── SUPPLIED DATA ──

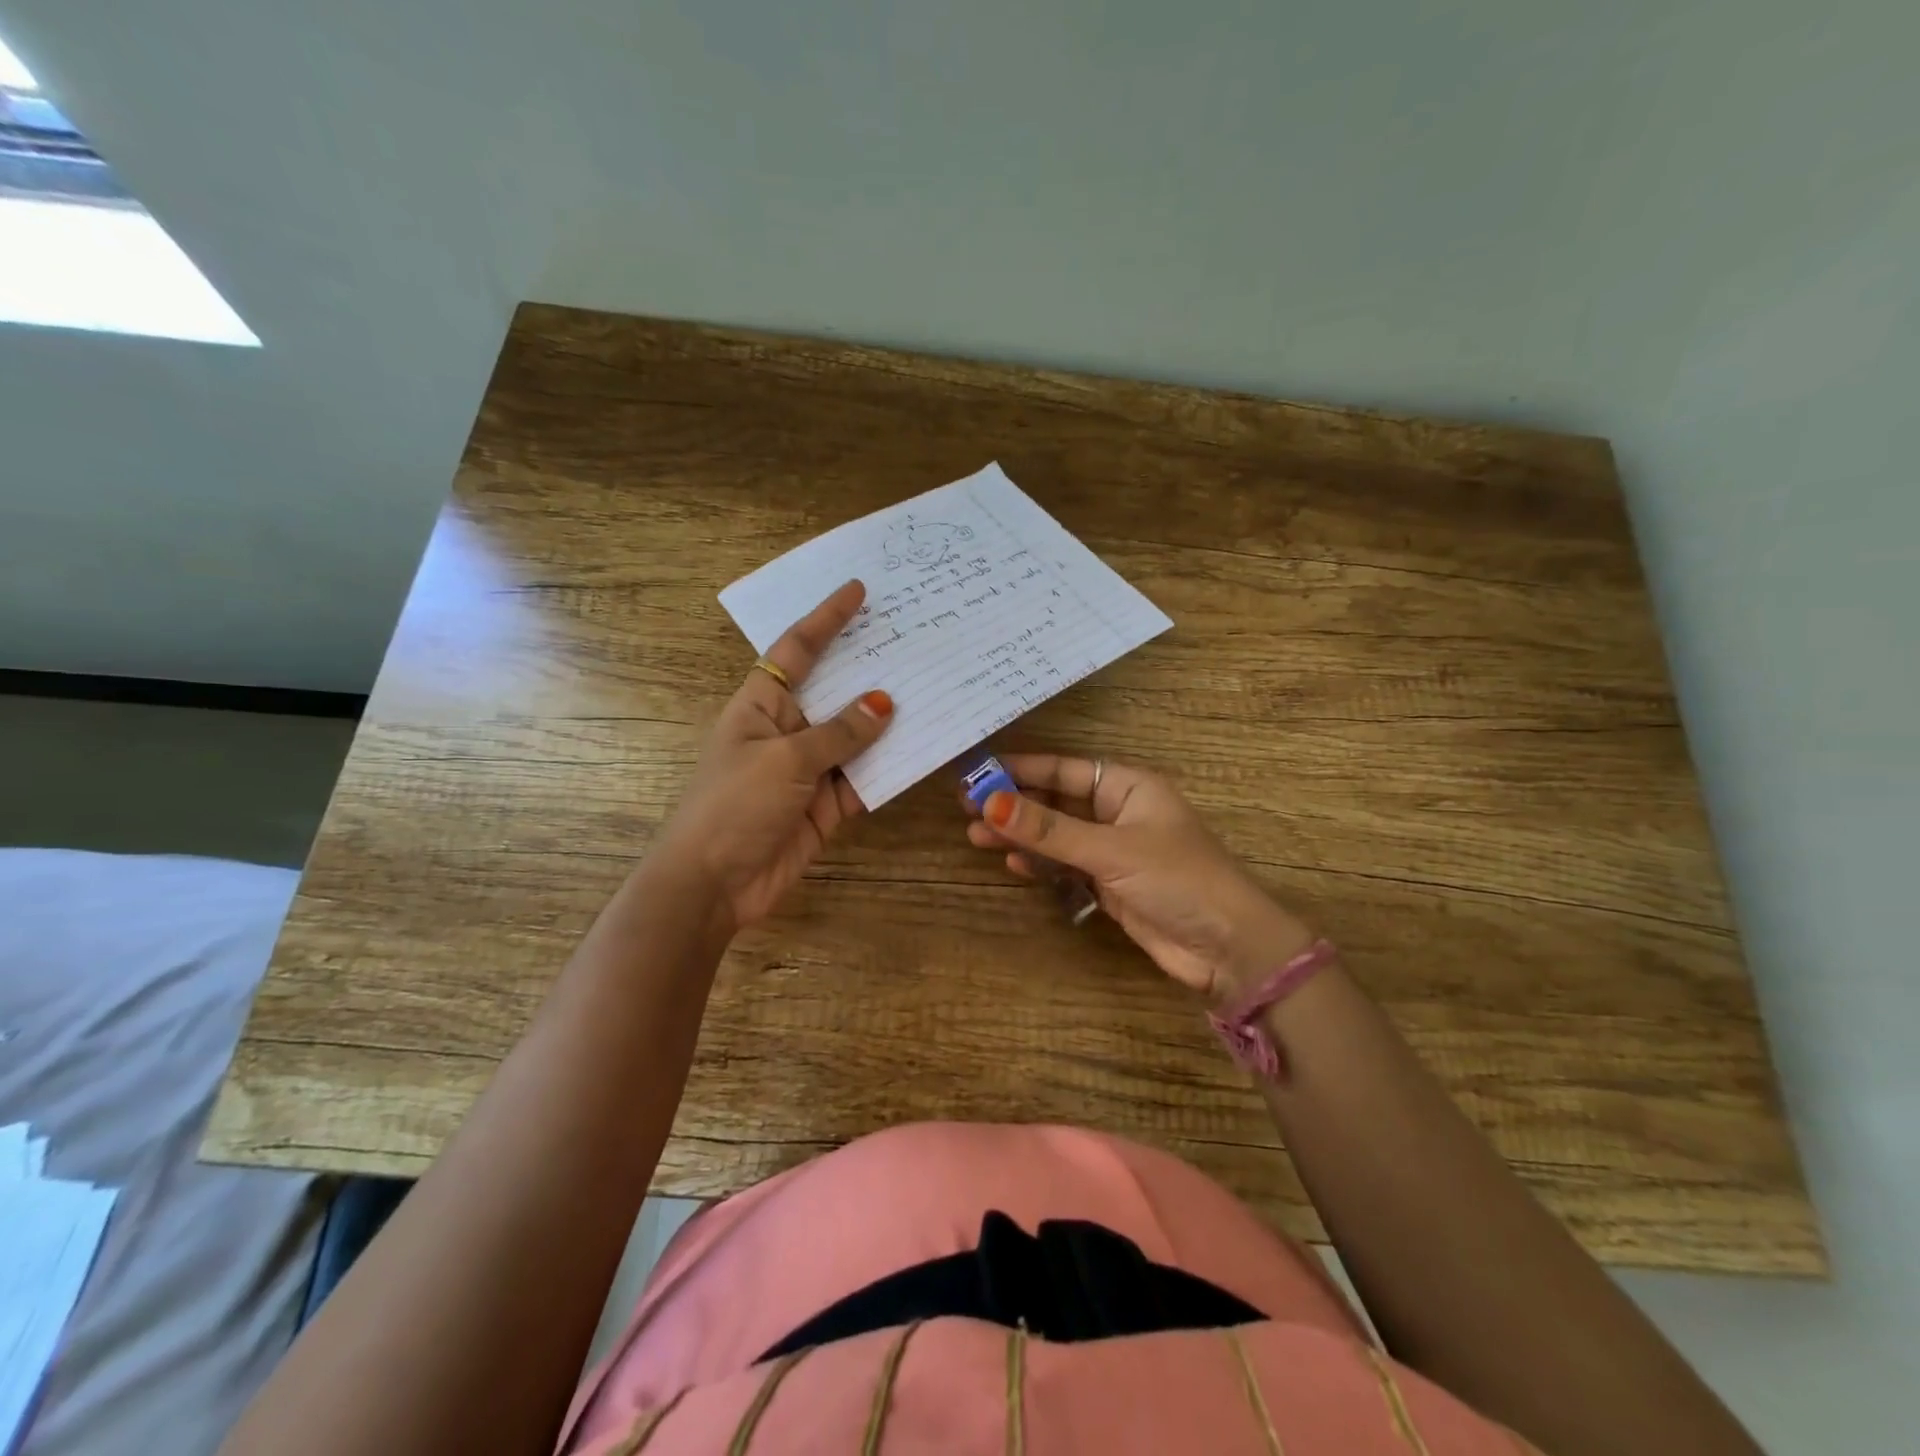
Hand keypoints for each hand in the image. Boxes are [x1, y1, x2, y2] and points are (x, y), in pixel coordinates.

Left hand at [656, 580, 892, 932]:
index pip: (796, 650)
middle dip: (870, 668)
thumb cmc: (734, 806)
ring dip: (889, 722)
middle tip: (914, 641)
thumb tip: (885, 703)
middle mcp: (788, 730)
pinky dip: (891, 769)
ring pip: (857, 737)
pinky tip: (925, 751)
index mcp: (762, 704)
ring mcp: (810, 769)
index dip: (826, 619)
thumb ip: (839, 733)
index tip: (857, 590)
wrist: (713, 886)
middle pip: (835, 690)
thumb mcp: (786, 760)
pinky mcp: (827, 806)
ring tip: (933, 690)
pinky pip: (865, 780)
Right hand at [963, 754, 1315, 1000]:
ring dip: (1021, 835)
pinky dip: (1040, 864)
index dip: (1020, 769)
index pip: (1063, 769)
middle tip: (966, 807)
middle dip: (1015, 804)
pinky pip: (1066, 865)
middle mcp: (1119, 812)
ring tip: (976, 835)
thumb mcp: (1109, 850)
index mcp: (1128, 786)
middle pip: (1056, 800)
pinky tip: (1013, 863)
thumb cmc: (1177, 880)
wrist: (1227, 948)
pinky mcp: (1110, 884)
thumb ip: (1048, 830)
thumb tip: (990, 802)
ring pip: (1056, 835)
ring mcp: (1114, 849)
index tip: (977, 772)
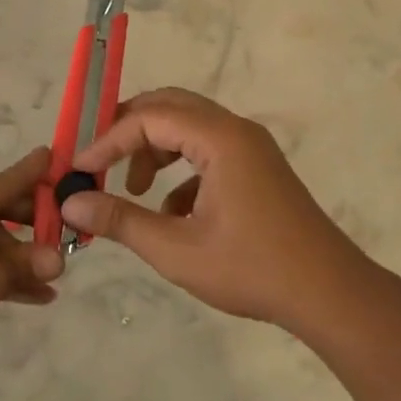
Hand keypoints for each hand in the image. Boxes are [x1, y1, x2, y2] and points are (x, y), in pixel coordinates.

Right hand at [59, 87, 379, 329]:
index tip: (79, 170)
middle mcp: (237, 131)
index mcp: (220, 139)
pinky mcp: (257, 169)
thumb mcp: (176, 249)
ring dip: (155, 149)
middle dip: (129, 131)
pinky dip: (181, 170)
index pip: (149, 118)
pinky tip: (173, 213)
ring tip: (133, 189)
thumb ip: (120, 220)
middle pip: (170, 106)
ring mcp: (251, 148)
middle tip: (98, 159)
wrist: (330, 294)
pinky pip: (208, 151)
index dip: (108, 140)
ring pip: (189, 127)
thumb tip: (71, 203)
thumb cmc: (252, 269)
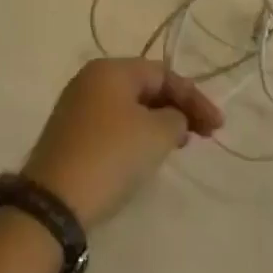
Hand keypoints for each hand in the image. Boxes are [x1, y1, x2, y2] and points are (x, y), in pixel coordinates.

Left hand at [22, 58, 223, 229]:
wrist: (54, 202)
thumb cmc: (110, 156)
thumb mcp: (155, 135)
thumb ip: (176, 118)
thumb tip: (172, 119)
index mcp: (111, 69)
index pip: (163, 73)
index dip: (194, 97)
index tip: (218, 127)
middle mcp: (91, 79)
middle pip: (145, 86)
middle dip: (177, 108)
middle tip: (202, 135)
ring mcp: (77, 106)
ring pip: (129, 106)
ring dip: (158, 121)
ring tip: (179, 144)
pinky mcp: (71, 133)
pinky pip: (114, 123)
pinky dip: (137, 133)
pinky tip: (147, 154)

───

■ **TASK OBJECTIVE**: Would you please give the material above again, unchanged but without pictures?

■ **OUTPUT FOR THIS EXERCISE**:
Hand keypoints for each hand in the image. Boxes are [x1, y1, x2, y2] and points are (x, y), in pixel coordinates.

Left hand at [656, 580, 892, 932]:
index pip: (796, 650)
middle dip: (870, 668)
thumb cmc: (734, 806)
ring dip: (889, 722)
middle tip: (914, 641)
thumb tip: (885, 703)
middle mcp: (788, 730)
pinky dip: (891, 769)
ring pip: (857, 737)
pinky tip: (925, 751)
index mcp: (762, 704)
ring mcp: (810, 769)
index dip: (826, 619)
thumb ip: (839, 733)
index tip: (857, 590)
wrist: (713, 886)
middle pip: (835, 690)
thumb mcp: (786, 760)
pinky mcp: (827, 806)
ring tip: (933, 690)
pinky pip: (865, 780)
Right hand at [963, 754, 1315, 1000]:
ring dip: (1021, 835)
pinky dip: (1040, 864)
index dip: (1020, 769)
index pip: (1063, 769)
middle tip: (966, 807)
middle dip: (1015, 804)
pinky pip: (1066, 865)
middle mcp: (1119, 812)
ring tip: (976, 835)
thumb mcp: (1109, 850)
index mcp: (1128, 786)
middle pip: (1056, 800)
pinky tip: (1013, 863)
thumb cmc: (1177, 880)
wrist: (1227, 948)
pinky mcp: (1110, 884)
thumb ip: (1048, 830)
thumb tip: (990, 802)
ring pip: (1056, 835)
ring mcp: (1114, 849)
index tip: (977, 772)
Hand keypoints for each hand in the image. Boxes are [x1, y1, x2, y2] and points are (x, y), in pixel coordinates.

Right hand at [59, 87, 379, 329]:
index tip: (79, 170)
middle mcp: (237, 131)
index mcp: (220, 139)
pinky mcp: (257, 169)
thumb mcp: (176, 249)
ring dip: (155, 149)
middle dip: (129, 131)
pinky dip: (181, 170)
index pip: (149, 118)
pinky tip: (173, 213)
ring tip: (133, 189)
thumb ip: (120, 220)
middle pip: (170, 106)
ring mcp: (251, 148)
middle tip: (98, 159)
wrist: (330, 294)
pinky pip: (208, 151)
index dip: (108, 140)
ring pip: (189, 127)
thumb tip: (71, 203)
thumb cmc: (252, 269)
Hand keypoints for each hand in the image. Boxes are [x1, y1, x2, y2] and points are (x, y), in pixel coordinates.

Left hand at [22, 58, 223, 229]:
wrist: (54, 202)
thumb cmc: (110, 156)
thumb mcp: (155, 135)
thumb ip: (176, 118)
thumb tip: (172, 119)
index mcp: (111, 69)
index pip: (163, 73)
index dip: (194, 97)
index tip: (218, 127)
middle mcp: (91, 79)
middle pip: (145, 86)
middle dip: (177, 108)
middle tip: (202, 135)
ring mcp: (77, 106)
ring pip: (129, 106)
ring dip: (158, 121)
ring tip: (179, 144)
pinky mcp: (71, 133)
pinky pip: (114, 123)
pinky dip: (137, 133)
pinky tip: (147, 154)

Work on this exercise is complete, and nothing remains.